ACTIVITY
Wherever a line of the records contains "Alcazaba", copy that line.

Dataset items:
========

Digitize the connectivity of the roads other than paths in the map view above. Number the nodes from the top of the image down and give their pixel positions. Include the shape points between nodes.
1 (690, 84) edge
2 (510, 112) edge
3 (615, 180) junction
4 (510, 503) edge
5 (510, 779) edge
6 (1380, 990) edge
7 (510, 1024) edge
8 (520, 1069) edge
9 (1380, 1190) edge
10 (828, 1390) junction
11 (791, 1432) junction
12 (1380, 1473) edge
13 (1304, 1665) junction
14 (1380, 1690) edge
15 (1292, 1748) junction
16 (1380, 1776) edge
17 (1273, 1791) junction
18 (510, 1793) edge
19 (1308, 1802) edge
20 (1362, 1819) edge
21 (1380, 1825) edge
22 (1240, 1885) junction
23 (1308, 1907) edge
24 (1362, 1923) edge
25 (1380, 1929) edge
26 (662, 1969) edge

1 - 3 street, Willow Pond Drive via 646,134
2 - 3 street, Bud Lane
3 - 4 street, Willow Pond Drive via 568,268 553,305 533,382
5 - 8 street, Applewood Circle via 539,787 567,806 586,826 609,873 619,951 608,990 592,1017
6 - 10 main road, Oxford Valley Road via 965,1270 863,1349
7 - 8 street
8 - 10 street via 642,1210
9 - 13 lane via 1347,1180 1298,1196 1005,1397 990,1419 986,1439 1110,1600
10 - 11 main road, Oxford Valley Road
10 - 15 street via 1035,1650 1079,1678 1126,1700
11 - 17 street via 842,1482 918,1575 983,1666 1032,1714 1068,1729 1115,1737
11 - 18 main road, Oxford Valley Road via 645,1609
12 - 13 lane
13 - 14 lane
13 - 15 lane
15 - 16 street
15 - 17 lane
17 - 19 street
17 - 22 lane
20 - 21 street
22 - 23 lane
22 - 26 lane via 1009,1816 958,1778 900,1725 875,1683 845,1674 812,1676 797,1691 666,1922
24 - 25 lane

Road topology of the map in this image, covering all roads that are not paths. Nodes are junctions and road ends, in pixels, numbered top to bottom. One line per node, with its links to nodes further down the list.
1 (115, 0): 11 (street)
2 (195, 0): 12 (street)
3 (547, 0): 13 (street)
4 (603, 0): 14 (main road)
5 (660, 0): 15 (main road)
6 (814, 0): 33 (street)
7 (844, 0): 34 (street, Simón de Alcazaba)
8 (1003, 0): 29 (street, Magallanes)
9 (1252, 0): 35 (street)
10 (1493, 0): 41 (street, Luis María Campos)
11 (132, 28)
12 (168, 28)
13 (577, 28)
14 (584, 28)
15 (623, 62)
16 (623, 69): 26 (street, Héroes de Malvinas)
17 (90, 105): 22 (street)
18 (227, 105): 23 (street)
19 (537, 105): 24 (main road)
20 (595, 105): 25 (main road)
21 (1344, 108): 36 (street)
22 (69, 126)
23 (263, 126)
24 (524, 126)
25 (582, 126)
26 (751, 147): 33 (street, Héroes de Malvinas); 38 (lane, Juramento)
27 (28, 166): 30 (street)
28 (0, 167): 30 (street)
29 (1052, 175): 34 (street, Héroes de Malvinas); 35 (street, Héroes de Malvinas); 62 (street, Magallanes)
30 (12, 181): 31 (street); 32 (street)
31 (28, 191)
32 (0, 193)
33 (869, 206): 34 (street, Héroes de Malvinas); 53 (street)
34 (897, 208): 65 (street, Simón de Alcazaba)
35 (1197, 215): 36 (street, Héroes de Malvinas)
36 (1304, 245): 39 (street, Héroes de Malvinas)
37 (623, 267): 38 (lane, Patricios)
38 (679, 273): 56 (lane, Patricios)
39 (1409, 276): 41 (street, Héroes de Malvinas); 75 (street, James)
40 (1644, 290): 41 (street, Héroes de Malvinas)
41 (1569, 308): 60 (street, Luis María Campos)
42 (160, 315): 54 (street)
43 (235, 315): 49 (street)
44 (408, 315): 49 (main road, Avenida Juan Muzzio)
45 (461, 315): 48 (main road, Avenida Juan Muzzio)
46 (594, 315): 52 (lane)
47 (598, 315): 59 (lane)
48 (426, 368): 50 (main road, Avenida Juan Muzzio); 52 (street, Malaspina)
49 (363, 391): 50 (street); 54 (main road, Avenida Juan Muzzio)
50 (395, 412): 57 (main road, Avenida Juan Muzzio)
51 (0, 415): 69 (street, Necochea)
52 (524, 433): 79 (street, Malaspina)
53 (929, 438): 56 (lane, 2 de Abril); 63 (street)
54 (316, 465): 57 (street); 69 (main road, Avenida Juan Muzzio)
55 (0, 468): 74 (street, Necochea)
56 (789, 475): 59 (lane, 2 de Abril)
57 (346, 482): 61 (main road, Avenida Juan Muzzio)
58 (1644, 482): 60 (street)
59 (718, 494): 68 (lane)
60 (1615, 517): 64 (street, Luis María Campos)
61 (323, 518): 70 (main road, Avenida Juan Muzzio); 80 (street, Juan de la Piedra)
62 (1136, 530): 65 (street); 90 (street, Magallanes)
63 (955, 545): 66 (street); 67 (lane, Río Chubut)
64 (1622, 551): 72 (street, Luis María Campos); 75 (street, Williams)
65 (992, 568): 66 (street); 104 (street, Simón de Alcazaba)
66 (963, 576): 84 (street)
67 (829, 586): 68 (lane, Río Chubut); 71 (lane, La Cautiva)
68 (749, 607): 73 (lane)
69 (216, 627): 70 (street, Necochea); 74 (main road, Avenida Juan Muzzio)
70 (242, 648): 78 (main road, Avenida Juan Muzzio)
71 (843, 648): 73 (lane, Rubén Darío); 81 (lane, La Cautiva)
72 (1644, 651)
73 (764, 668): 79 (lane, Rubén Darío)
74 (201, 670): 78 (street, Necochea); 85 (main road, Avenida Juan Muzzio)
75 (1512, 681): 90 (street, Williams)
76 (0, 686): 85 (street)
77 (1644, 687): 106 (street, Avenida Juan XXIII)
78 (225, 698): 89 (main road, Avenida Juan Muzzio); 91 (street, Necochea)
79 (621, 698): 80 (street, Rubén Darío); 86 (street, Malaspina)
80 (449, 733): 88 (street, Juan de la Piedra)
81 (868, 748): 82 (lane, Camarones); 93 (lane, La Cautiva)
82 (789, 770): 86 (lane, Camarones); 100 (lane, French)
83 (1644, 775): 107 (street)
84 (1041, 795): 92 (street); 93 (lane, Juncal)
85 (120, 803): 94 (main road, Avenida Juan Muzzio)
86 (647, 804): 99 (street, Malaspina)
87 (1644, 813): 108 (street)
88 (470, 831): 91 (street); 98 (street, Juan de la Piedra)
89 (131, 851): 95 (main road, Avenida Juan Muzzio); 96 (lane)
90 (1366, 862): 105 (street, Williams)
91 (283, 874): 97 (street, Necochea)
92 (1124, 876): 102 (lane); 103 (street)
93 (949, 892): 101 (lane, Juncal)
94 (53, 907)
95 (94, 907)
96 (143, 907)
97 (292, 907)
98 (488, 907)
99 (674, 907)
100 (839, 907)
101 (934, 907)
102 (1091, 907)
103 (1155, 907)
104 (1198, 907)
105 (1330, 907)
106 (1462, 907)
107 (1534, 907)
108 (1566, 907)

========

TASK ANSWER
7 (844, 0): 34 (street, Simón de Alcazaba)
34 (897, 208): 65 (street, Simón de Alcazaba)
65 (992, 568): 66 (street); 104 (street, Simón de Alcazaba)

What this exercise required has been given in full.